- [Source data]
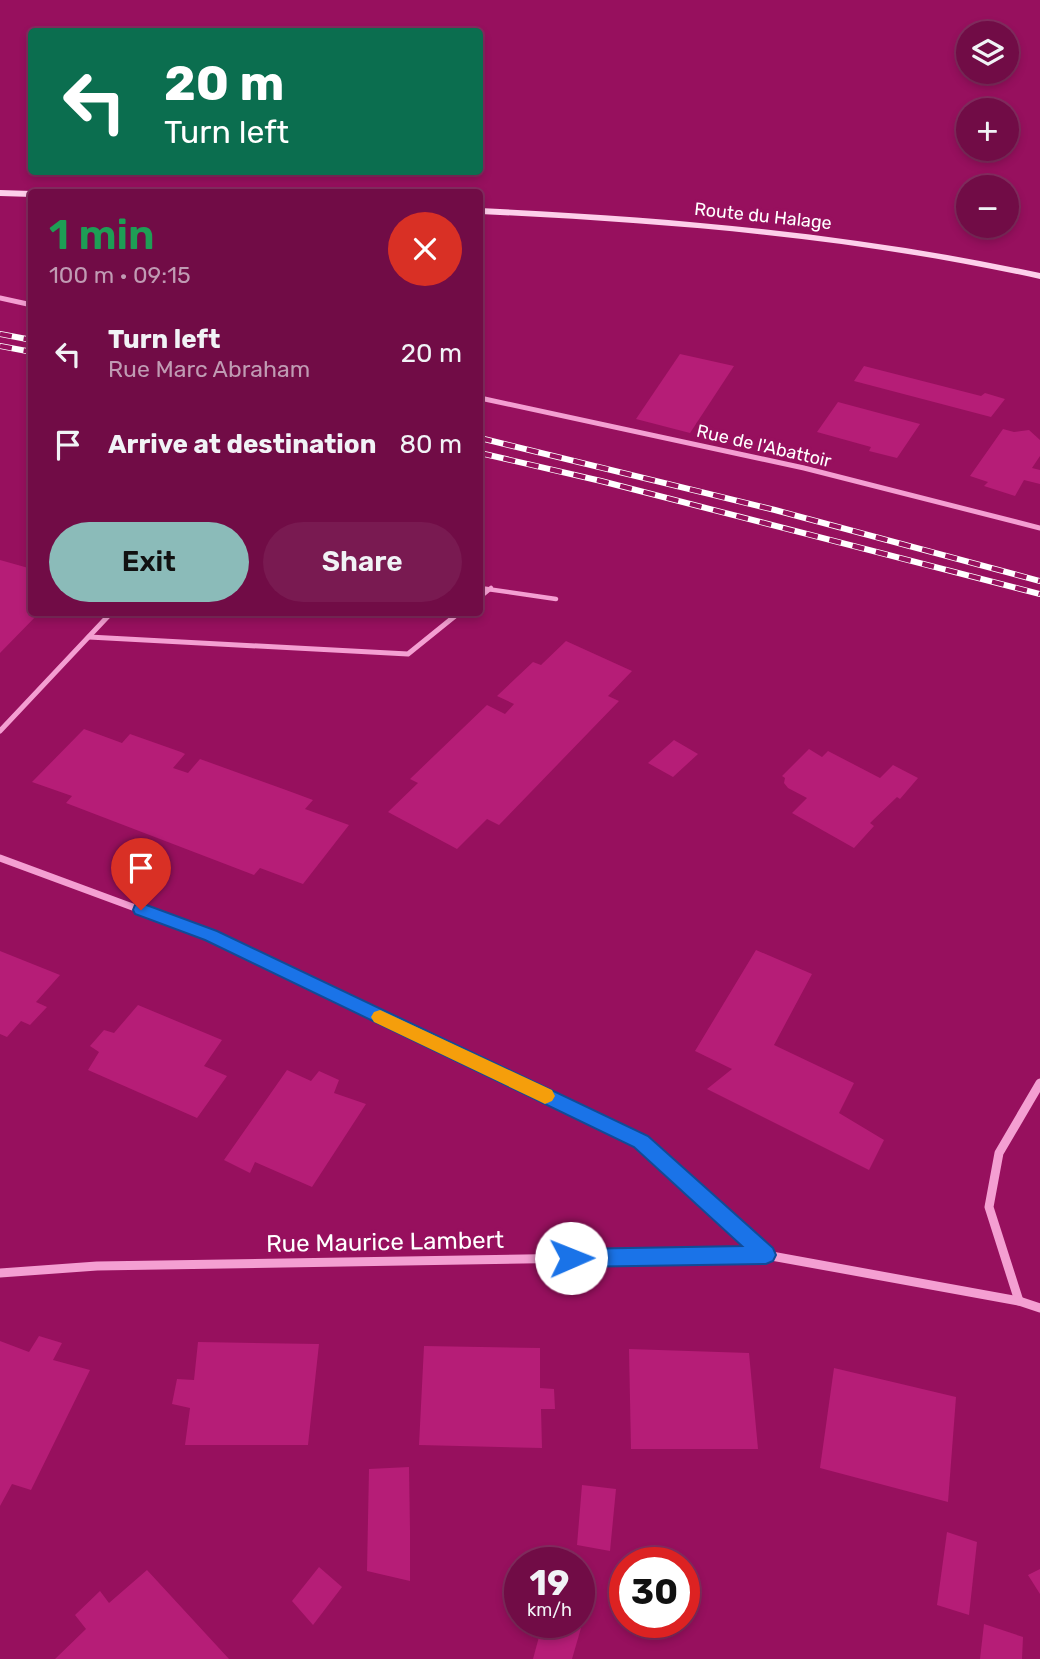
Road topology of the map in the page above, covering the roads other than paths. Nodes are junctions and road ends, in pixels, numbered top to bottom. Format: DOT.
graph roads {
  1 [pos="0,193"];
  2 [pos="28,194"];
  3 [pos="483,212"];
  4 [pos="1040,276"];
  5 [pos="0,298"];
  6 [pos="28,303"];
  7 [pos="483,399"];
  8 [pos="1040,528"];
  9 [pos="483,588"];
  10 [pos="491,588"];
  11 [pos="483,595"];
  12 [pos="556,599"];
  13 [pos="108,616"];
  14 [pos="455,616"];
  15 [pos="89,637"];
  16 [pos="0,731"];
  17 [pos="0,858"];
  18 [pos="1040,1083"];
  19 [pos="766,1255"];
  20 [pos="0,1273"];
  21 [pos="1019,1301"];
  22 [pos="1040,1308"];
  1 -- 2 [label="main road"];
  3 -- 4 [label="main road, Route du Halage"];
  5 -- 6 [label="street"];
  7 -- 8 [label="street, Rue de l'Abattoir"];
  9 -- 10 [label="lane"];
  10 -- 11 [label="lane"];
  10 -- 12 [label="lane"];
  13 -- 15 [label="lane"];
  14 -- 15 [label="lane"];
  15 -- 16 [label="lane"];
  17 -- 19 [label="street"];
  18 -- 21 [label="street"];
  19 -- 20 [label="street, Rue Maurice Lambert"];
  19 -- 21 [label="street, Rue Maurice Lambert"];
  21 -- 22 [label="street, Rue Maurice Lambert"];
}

---

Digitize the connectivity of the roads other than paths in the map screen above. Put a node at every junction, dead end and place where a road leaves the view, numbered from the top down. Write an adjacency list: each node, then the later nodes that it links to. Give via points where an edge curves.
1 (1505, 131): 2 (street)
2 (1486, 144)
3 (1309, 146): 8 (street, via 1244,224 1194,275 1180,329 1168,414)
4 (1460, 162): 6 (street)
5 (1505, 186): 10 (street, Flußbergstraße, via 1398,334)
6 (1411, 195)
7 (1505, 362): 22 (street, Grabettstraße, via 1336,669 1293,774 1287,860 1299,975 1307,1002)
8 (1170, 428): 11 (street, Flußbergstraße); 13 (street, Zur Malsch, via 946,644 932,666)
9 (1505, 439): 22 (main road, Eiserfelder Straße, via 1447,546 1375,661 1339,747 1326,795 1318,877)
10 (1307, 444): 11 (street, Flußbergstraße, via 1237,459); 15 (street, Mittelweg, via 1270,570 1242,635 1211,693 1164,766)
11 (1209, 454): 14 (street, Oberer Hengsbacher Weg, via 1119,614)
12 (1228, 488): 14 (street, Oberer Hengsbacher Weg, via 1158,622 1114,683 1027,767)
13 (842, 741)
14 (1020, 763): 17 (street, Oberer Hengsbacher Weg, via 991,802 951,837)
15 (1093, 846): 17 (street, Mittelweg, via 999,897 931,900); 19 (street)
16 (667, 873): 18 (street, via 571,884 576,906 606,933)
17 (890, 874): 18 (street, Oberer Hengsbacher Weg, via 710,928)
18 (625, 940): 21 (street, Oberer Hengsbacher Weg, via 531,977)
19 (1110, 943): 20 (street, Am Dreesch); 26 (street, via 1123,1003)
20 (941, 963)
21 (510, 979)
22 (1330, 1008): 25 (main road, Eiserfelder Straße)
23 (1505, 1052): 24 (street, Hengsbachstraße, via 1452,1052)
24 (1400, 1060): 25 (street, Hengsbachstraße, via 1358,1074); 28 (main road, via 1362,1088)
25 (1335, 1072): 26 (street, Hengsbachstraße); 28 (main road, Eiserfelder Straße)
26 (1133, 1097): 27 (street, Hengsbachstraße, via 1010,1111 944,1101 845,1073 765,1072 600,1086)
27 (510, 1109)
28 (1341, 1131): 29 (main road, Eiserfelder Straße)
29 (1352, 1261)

- [Task to complete] Give the number of lines in the entries that hold the word "Flußbergstraße", and nothing else.

- [Written reply] 3